** Material for this exercise follows **
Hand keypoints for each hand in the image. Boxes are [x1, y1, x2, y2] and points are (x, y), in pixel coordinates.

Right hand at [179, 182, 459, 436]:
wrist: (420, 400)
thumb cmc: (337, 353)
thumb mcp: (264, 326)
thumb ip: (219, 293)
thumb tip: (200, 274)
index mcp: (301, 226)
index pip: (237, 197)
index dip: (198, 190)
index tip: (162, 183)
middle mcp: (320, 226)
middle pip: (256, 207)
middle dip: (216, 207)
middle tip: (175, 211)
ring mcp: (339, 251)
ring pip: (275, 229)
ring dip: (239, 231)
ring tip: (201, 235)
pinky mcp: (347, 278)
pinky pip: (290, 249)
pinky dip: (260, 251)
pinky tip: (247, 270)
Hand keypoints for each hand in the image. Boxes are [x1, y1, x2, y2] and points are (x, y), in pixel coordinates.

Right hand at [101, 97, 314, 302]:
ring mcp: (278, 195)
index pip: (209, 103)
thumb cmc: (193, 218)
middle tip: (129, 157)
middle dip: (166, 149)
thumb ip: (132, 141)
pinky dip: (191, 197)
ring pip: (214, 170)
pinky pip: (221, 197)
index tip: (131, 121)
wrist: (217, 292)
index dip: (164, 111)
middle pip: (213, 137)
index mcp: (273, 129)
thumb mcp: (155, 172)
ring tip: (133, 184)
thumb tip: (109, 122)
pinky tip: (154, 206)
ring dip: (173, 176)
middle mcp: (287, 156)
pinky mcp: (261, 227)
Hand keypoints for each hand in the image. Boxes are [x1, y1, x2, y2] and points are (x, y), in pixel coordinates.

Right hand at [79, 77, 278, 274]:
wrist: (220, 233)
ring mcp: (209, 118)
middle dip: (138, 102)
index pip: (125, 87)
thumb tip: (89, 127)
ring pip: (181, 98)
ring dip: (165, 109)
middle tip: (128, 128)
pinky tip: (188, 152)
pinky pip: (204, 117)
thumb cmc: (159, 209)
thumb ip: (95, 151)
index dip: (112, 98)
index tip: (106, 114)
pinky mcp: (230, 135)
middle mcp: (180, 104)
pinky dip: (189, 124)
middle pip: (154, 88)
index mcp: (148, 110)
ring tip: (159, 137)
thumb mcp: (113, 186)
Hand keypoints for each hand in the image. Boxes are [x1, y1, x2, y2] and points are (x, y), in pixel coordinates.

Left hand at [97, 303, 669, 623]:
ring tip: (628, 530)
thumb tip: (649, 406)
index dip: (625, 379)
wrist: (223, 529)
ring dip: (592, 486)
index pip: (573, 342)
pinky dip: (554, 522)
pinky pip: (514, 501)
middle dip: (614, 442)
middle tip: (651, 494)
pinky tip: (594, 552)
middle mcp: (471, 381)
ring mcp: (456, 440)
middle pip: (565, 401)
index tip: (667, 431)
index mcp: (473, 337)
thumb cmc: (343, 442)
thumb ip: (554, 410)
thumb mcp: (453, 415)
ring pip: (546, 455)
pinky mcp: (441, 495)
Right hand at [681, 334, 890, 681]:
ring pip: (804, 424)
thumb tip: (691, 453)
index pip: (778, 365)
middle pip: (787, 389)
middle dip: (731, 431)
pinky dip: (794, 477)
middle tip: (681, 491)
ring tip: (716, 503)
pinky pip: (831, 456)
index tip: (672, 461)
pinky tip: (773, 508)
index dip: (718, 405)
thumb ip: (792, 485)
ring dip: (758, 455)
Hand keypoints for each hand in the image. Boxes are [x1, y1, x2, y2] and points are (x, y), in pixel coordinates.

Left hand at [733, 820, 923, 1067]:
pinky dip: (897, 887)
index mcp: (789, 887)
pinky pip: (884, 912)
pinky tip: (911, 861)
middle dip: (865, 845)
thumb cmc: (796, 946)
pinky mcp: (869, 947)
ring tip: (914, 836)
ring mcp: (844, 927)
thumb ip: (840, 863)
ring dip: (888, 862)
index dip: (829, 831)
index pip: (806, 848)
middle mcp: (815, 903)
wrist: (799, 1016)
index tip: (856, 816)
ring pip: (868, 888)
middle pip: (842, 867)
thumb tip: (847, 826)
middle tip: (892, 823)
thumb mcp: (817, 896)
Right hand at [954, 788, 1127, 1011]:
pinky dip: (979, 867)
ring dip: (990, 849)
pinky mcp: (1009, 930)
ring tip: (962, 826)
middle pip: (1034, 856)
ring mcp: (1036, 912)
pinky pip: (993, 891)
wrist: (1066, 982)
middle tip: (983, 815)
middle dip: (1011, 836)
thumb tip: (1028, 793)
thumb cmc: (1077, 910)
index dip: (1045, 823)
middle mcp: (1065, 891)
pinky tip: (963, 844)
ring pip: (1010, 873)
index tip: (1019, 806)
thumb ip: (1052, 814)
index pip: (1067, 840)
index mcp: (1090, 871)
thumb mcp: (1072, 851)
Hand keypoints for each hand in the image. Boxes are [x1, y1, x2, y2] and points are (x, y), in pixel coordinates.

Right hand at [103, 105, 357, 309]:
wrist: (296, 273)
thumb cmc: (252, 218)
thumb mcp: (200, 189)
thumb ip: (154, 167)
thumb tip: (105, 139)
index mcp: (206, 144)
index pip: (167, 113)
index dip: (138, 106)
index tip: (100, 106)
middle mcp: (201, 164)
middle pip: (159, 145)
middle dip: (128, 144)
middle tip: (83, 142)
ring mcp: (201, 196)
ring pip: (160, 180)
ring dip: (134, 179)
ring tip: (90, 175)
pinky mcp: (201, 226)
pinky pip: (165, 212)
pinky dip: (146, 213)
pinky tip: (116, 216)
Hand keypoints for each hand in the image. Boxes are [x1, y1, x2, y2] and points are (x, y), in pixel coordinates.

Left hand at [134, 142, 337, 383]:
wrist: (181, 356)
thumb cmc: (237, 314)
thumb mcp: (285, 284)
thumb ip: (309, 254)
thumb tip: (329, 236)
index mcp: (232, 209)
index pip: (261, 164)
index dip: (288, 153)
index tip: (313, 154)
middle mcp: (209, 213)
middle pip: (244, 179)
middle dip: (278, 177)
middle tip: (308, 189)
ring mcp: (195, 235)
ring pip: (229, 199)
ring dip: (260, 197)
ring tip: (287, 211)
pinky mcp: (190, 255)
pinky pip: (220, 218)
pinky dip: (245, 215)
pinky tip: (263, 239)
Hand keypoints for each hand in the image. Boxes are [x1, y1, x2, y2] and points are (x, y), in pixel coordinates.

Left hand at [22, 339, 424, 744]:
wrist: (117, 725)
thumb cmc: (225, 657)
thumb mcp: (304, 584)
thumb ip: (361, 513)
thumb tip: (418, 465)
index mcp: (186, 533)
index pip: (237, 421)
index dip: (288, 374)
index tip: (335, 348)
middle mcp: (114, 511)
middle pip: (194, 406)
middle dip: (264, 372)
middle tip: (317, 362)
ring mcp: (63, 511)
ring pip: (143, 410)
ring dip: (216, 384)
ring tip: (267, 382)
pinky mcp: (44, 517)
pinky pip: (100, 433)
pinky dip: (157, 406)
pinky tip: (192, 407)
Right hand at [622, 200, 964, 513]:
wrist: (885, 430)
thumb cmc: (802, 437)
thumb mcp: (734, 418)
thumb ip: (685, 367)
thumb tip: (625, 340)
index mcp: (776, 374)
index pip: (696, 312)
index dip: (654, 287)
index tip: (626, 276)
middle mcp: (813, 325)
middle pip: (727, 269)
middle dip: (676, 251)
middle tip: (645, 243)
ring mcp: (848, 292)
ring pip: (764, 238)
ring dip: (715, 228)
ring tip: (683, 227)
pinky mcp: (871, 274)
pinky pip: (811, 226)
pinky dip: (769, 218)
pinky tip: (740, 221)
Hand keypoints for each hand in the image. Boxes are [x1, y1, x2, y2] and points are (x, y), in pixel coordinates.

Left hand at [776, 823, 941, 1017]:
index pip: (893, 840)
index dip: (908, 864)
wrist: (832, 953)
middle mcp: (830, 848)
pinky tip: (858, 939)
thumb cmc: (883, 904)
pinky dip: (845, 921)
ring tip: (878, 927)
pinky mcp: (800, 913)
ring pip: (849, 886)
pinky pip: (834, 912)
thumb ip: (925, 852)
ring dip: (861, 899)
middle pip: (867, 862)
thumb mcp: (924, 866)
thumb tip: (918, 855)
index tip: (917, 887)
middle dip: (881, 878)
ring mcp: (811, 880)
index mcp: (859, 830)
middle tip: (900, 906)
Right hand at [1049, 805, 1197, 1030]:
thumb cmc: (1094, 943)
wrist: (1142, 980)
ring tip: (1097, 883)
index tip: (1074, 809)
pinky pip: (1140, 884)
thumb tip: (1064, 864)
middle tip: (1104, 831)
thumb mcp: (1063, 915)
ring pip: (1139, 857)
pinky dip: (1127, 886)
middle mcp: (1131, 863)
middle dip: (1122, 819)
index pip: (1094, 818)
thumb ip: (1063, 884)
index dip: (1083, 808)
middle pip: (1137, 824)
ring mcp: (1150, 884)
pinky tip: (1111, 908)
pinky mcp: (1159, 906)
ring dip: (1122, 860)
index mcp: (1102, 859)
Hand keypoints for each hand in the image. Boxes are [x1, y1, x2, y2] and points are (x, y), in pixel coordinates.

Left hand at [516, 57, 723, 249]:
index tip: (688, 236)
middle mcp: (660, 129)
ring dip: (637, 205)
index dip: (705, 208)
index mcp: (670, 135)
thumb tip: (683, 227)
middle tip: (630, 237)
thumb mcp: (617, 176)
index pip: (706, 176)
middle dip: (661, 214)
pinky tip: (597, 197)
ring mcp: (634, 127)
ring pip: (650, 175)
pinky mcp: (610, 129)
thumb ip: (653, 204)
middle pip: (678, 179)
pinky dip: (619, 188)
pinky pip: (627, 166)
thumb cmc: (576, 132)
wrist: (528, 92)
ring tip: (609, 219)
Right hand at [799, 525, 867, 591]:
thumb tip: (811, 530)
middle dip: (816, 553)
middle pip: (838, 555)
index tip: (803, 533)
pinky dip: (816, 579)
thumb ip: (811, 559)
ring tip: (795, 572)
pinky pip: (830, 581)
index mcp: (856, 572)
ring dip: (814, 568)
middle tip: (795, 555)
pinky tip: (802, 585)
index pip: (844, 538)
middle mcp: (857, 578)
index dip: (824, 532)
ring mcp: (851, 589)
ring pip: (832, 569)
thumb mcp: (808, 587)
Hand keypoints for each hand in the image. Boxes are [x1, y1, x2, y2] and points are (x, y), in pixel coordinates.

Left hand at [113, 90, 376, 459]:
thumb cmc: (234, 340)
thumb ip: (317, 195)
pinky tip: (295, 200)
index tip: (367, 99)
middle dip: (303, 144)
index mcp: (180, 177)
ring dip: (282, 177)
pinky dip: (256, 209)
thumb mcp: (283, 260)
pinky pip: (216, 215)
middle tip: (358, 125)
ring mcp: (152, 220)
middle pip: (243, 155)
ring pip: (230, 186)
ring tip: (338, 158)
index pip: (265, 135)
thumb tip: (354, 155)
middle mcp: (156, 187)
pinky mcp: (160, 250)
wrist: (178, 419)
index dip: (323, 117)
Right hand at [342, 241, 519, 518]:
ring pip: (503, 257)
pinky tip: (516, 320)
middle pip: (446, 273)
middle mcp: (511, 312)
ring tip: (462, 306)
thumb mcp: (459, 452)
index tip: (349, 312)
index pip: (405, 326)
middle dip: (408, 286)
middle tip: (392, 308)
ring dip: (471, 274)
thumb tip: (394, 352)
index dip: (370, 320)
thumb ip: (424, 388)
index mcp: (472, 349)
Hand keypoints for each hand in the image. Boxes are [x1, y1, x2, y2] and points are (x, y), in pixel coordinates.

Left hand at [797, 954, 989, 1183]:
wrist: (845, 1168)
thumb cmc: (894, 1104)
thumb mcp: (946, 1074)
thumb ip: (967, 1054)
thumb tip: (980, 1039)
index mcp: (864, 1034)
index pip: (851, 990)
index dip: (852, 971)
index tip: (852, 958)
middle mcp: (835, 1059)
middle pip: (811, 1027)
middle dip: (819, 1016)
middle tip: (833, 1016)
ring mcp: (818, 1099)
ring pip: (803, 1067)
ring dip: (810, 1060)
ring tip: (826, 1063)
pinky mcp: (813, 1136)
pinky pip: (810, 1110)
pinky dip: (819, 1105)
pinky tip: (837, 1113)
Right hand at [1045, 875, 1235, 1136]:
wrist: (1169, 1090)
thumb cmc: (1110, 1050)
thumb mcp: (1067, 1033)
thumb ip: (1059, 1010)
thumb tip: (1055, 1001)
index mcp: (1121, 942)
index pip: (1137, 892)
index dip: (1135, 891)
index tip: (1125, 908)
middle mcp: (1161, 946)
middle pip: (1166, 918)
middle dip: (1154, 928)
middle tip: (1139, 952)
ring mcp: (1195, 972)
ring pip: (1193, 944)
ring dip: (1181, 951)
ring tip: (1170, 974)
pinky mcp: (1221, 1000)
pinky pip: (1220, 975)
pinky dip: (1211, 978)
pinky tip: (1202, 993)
** End of Material for this exercise **
Copy the lines above exactly, beginning at the line that has "pinky tip: (247, 270)" and stopping after the line that has "index tip: (667, 431)", and omit the rest.

Answer to this problem
pinky tip: (247, 270)
Hand keypoints for each hand in the image. Boxes are [x1, y1, x2, y2] and points are (x, y), in pixel coordinates.

Right hand at [101, 97, 314, 302]:
ring mcp: (278, 195)
index pip: (209, 103)
thumb cmc: (193, 218)
middle tip: (129, 157)
middle dip: (166, 149)
thumb ip: (132, 141)
pinky dip: (191, 197)
ring pip: (214, 170)
pinky pip: (221, 197)
index tip: (131, 121)
wrist: (217, 292)
index dip: (164, 111)
middle pip: (213, 137)
index mcp: (273, 129)
thumb mcp: (155, 172)
ring tip: (133, 184)
thumb tip: (109, 122)
pinky tip: (154, 206)
ring dip: (173, 176)
middle mcp: (287, 156)
pinky mcp: (261, 227)
Hand keypoints for each hand in the image. Boxes are [x1, y1, x2, y2] and points are (x, y), in pixel coordinates.

Right hand at [79, 77, 278, 274]:
wrist: (220, 233)
ring mcp: (209, 118)
middle dip: (138, 102)
index pip: (125, 87)
thumb tip: (89, 127)
ring pip: (181, 98)
ring dip: (165, 109)
middle tip: (128, 128)
pinky tip: (188, 152)
pinky pip: (204, 117)
thumb cmc: (159, 209)
thumb ip: (95, 151)
index dip: (112, 98)
index tip: (106, 114)
pinky mcp: (230, 135)
middle mcp: (180, 104)
pinky dip: (189, 124)
middle pip: (154, 88)
index mcp: (148, 110)
ring tip: (159, 137)
thumb mcp: (113, 186)
Hand keypoints for each hand in the image. Boxes are [x1, y1, x2, y2] and points are (x, y), in pixel coordinates.

Left hand at [97, 303, 669, 623]:
ring tip: (628, 530)
thumb tip: (649, 406)
index dip: (625, 379)
wrist: (223, 529)
ring dip: (592, 486)
index pip: (573, 342)
pinky dip: (554, 522)
pinky pip: (514, 501)
middle dip: (614, 442)
middle tip: (651, 494)
pinky tip: (594, 552)
middle mcp: (471, 381)
ring mcp: (456, 440)
middle pip: (565, 401)
index tip: (667, 431)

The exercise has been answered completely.